[[ SOURCE DATA, beginning ]]
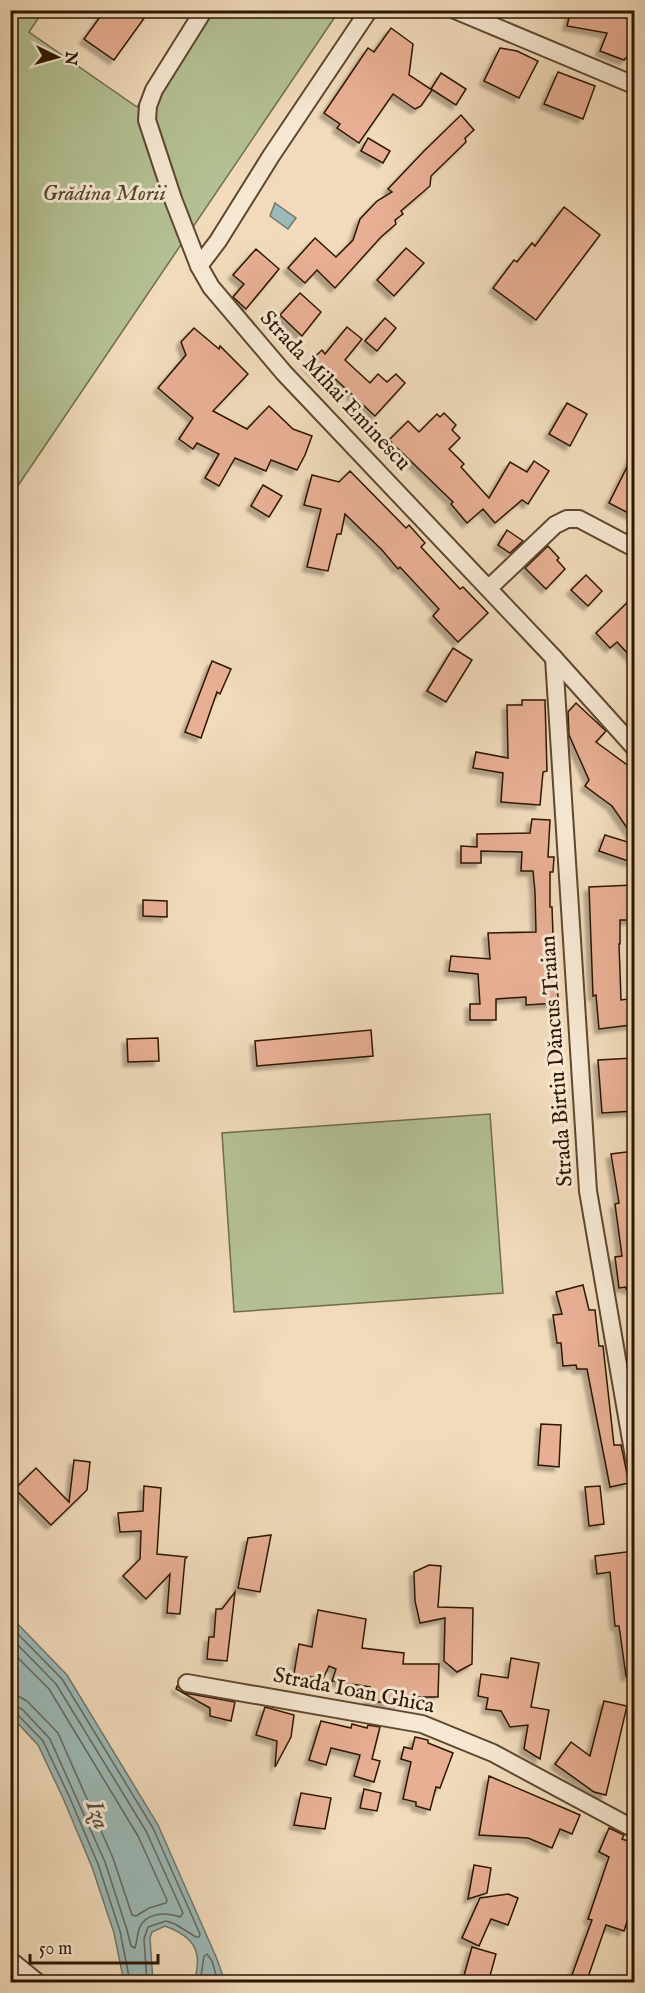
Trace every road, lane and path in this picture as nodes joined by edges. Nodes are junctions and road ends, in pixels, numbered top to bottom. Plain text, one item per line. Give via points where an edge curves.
1 (204, 10) edge
2 (369, 10) edge
3 (455, 10) edge
4 (634, 85) edge
5 (199, 266) junction
6 (634, 548) edge
7 (489, 588) junction
8 (554, 658) junction
9 (634, 747) edge
10 (634, 1457) edge
11 (187, 1683) dead end
12 (634, 1828) edge
13 (10, 1960) edge
14 (37, 1983) edge

1 - 5 street, Strada Mihai Eminescu via 154,90 147,120
2 - 5 street
3 - 4 street
5 - 7 street, Strada Mihai Eminescu via 211,287 284,373
6 - 7 street via 579,519 567,519 555,525
7 - 8 street, Strada Mihai Eminescu
8 - 9 street, Strada Mihai Eminescu
8 - 10 street, Strada Birtiu Dăncus Traian via 588,1191
11 - 12 street, Strada Ioan Ghica via 422,1724 493,1753
13 - 14 street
[[ SOURCE DATA, end ]]
[WHAT THE TASK ASKS] An exact copy of all the records is required, with the pictures omitted.

[TASK RESPONSE]
Trace every road, lane and path in this picture as nodes joined by edges. Nodes are junctions and road ends, in pixels, numbered top to bottom. Plain text, one item per line. Give via points where an edge curves.
1 (204, 10) edge
2 (369, 10) edge
3 (455, 10) edge
4 (634, 85) edge
5 (199, 266) junction
6 (634, 548) edge
7 (489, 588) junction
8 (554, 658) junction
9 (634, 747) edge
10 (634, 1457) edge
11 (187, 1683) dead end
12 (634, 1828) edge
13 (10, 1960) edge
14 (37, 1983) edge

1 - 5 street, Strada Mihai Eminescu via 154,90 147,120
2 - 5 street
3 - 4 street
5 - 7 street, Strada Mihai Eminescu via 211,287 284,373
6 - 7 street via 579,519 567,519 555,525
7 - 8 street, Strada Mihai Eminescu
8 - 9 street, Strada Mihai Eminescu
8 - 10 street, Strada Birtiu Dăncus Traian via 588,1191
11 - 12 street, Strada Ioan Ghica via 422,1724 493,1753
13 - 14 street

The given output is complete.